Wayne Swan can hardly “duck the issue” when he has no constitutional power to do anything regarding congestion pricing. It’s like Swan “ducking the issue” of whether your next-door neighbour is allowed to put an extension on. Where does the Tele think the Commonwealth — under the sinister and malign influence of Bob Brown, or is it Rob Oakeshott — is going to impose congestion pricing?
Maybe on the road loop around Parliament House? They’ve got constitutional authority to impose it there. And, hey, it gets pretty annoying having to queue up to drive into the Senate carpark entrance on a sitting day, so I reckon there’s a case for it. Or maybe on Defence bases across the country – although it might not raise too much revenue, and those bloody tanks could always drive around the e-tag towers. Hmmm.
The only governments with any capacity to implement road pricing are state and local governments.
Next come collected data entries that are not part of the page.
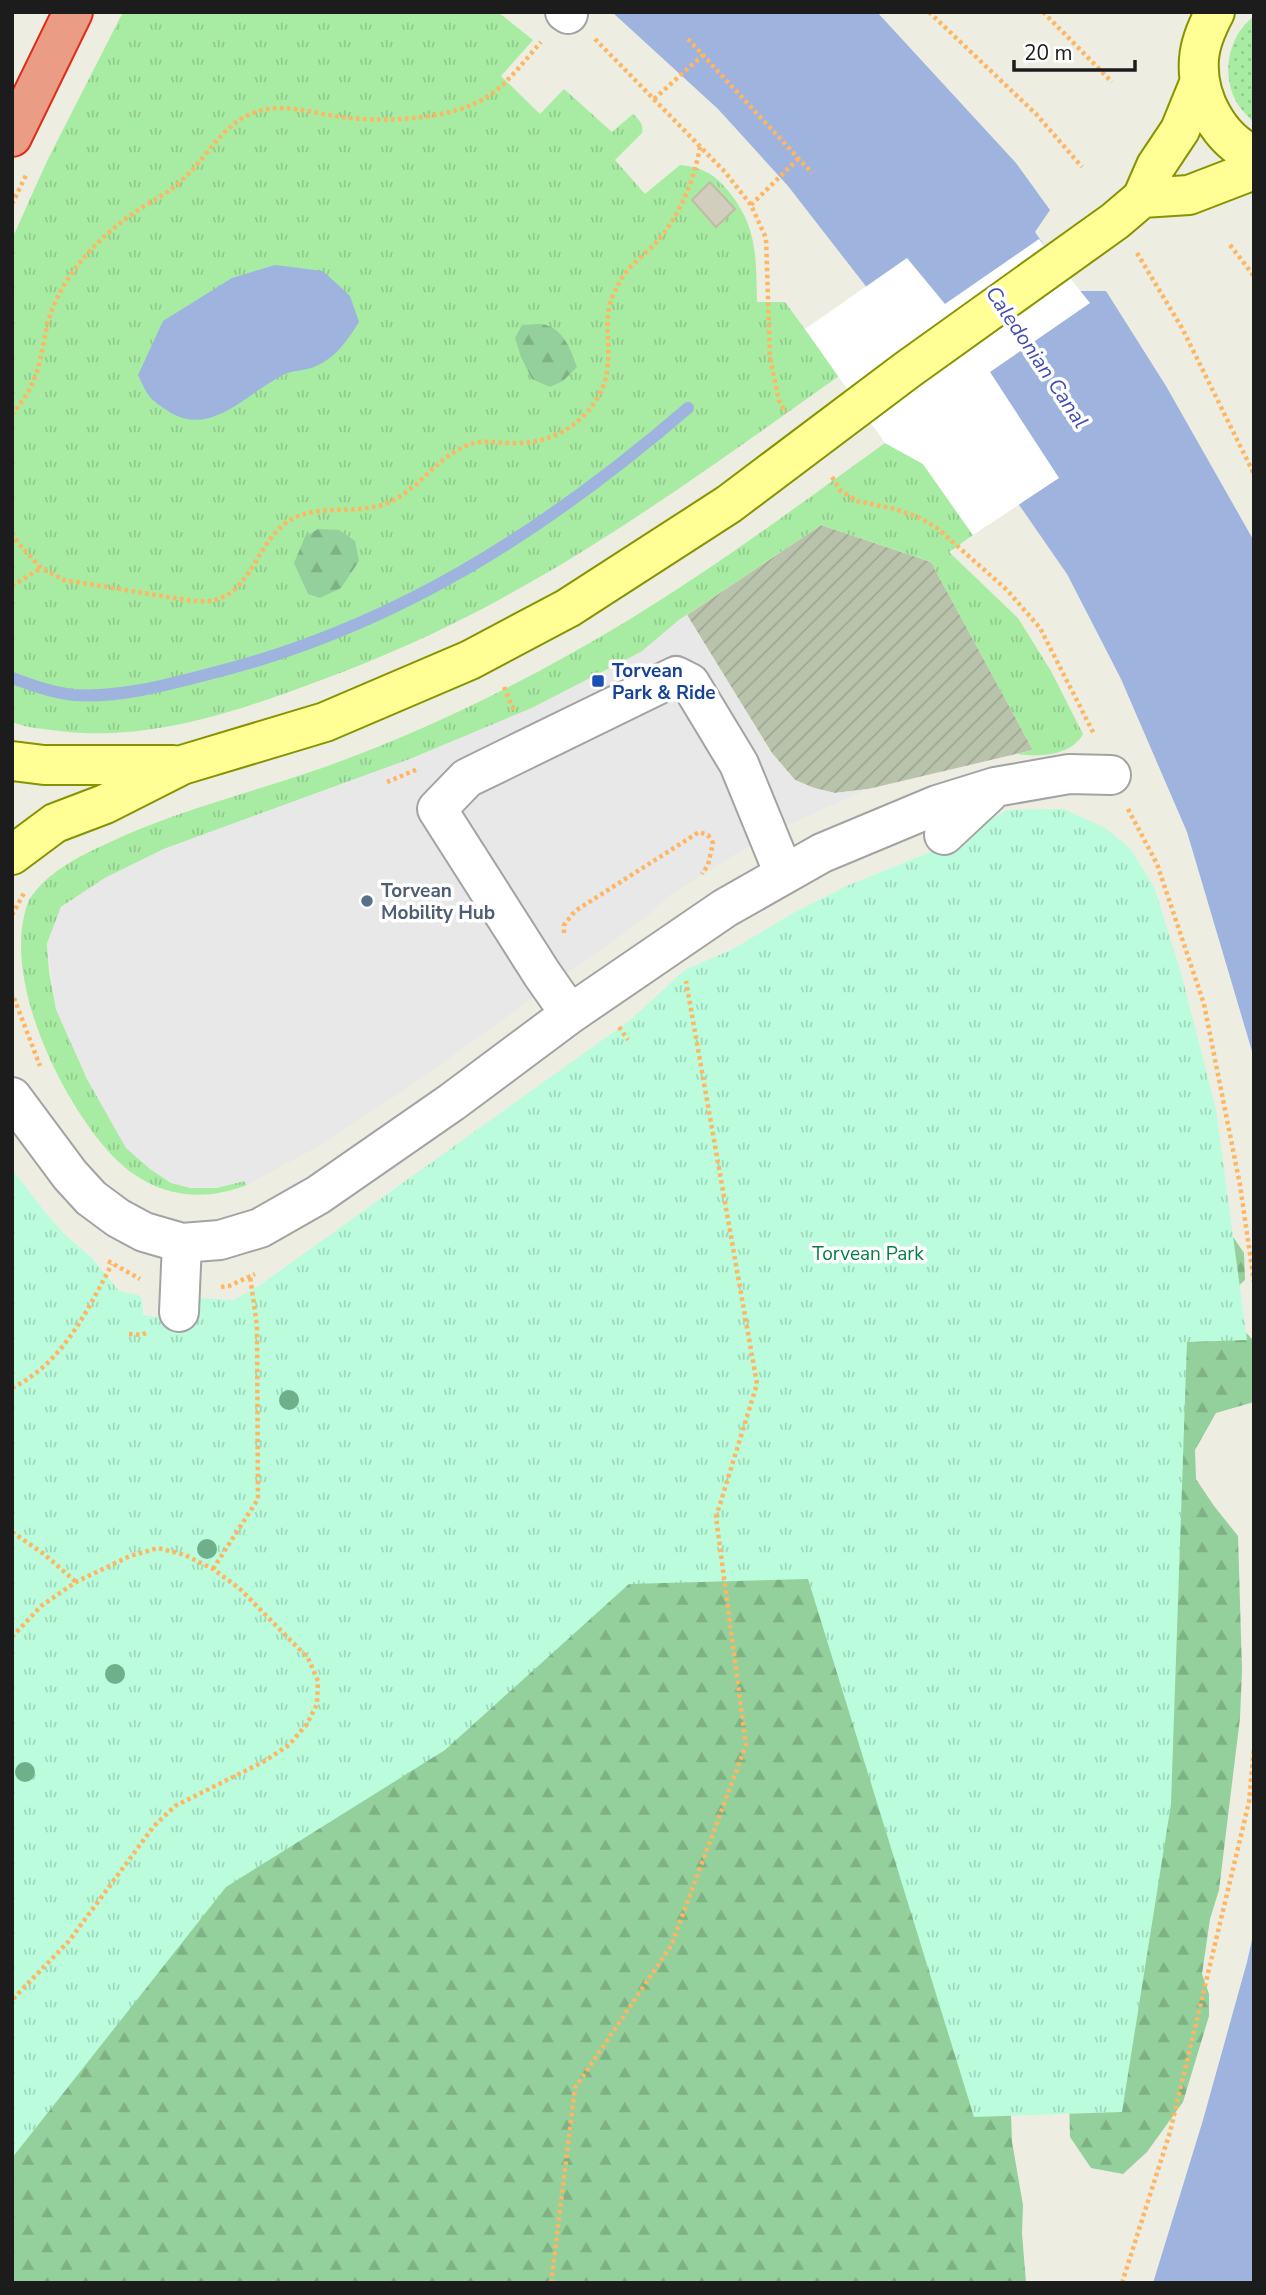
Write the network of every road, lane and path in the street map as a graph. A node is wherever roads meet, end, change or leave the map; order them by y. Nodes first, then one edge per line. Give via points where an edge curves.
1 (74, 12) edge
2 (929, 12) edge
3 (1043, 12) edge
4 (1180, 12) edge
5 (566, 13) edge
6 (1208, 28) edge
7 (688, 39) dead end
8 (703, 55) junction
9 (1200, 81) junction
10 (1112, 82) dead end
11 (654, 99) junction
12 (12, 137) edge
13 (700, 147) junction
14 (1254, 155) edge
15 (799, 158) junction
16 (1082, 167) dead end
17 (1254, 170) edge
18 (812, 173) dead end
19 (751, 205) junction
20 (1129, 210) junction
21 (1230, 245) dead end
22 (1254, 276) edge
23 (12, 415) edge
24 (791, 421) dead end
25 (829, 471) dead end
26 (1254, 474) edge
27 (12, 533) edge
28 (41, 569) junction
29 (12, 586) edge
30 (502, 681) dead end
31 (515, 714) dead end
32 (12, 761) edge
33 (182, 765) junction
34 (1111, 775) junction
35 (12, 855) edge
36 (784, 874) junction
37 (696, 883) dead end
38 (685, 971) dead end
39 (542, 974) junction
40 (12, 992) edge
41 (13, 998) edge
42 (570, 1014) junction
43 (44, 1077) dead end
44 (12, 1097) edge
45 (183, 1242) junction
46 (112, 1264) dead end
47 (250, 1276) dead end
48 (1254, 1282) edge
49 (179, 1312) dead end
50 (12, 1388) edge
51 (12, 1532) edge
52 (213, 1569) junction
53 (76, 1582) junction
54 (12, 1637) edge
55 (1254, 1748) edge
56 (12, 2000) edge
57 (551, 2283) edge
58 (1122, 2283) edge

1 - 12 highway
2 - 16 path via 1036,114
3 - 10 path
4 - 6 main road
5 - 11 path
5 - 23 path via 506,80 485,98 459,110 381,120 275,108 236,122 182,181 118,224 73,271 49,321 33,383
6 - 9 main road via 1199,62
7 - 8 path
8 - 11 path
8 - 15 path
9 - 14 main road via 1208,109 1224,133
9 - 20 main road via 1180,130
11 - 13 path
13 - 19 path
13 - 28 path via 697,167 669,227 625,272 614,292 608,312 610,355 598,396 587,412 555,437 537,442 469,444 452,453 420,483 382,505 320,510 298,517 266,542 234,590 215,600 193,601 74,582
15 - 18 path
15 - 19 path
17 - 20 main road via 1189,195
19 - 24 path via 766,238 770,358 779,401
20 - 26 path via 1135,249 1182,328
20 - 33 main road via 729,504 568,608 470,660 325,722
21 - 22 path
25 - 34 path via 841,491 857,501 895,509 937,528 1007,590 1040,628
27 - 28 path
28 - 29 path
30 - 31 path
32 - 33 main road
33 - 35 main road via 55,823
34 - 36 street via 1069,774 995,787 941,820 822,853
34 - 48 path via 1157,864 1204,1004
36 - 39 street via 739,764 690,683 676,676 467,778 437,809
36 - 42 street via 725,908
37 - 39 path via 713,851 708,835 699,832 575,911 564,925 572,954
38 - 57 path via 757,1384 716,1517 746,1745 671,1946 575,2088
39 - 42 street
40 - 41 path
41 - 43 path
42 - 45 street via 286,1214 220,1240
44 - 45 street via 91,1198 144,1232
45 - 49 street
46 - 50 path via 74,1333 50,1360
47 - 52 path via 257,1326 258,1499
51 - 53 path
52 - 53 path via 158,1548
52 - 56 path via 239,1588 308,1658 318,1681 317,1703 289,1745 176,1806 154,1826 69,1941
53 - 54 path via 41,1606
55 - 58 path via 1249,1801 1170,2132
If you spliced the DNA of Milton Friedman and Bob Brown together and made the result Prime Minister, they couldn’t charge anyone a cent to drive anywhere except in the grounds of the Lodge.
No wonder The Tele is the least trusted newspaper in the country with this sort of garbage.
Update: Spotter’s badge to the reader who noted Rob from Wauchope claimed he would “be slugged with a carbon tax on fuel from 2014” which of course is plainly and verifiably wrong.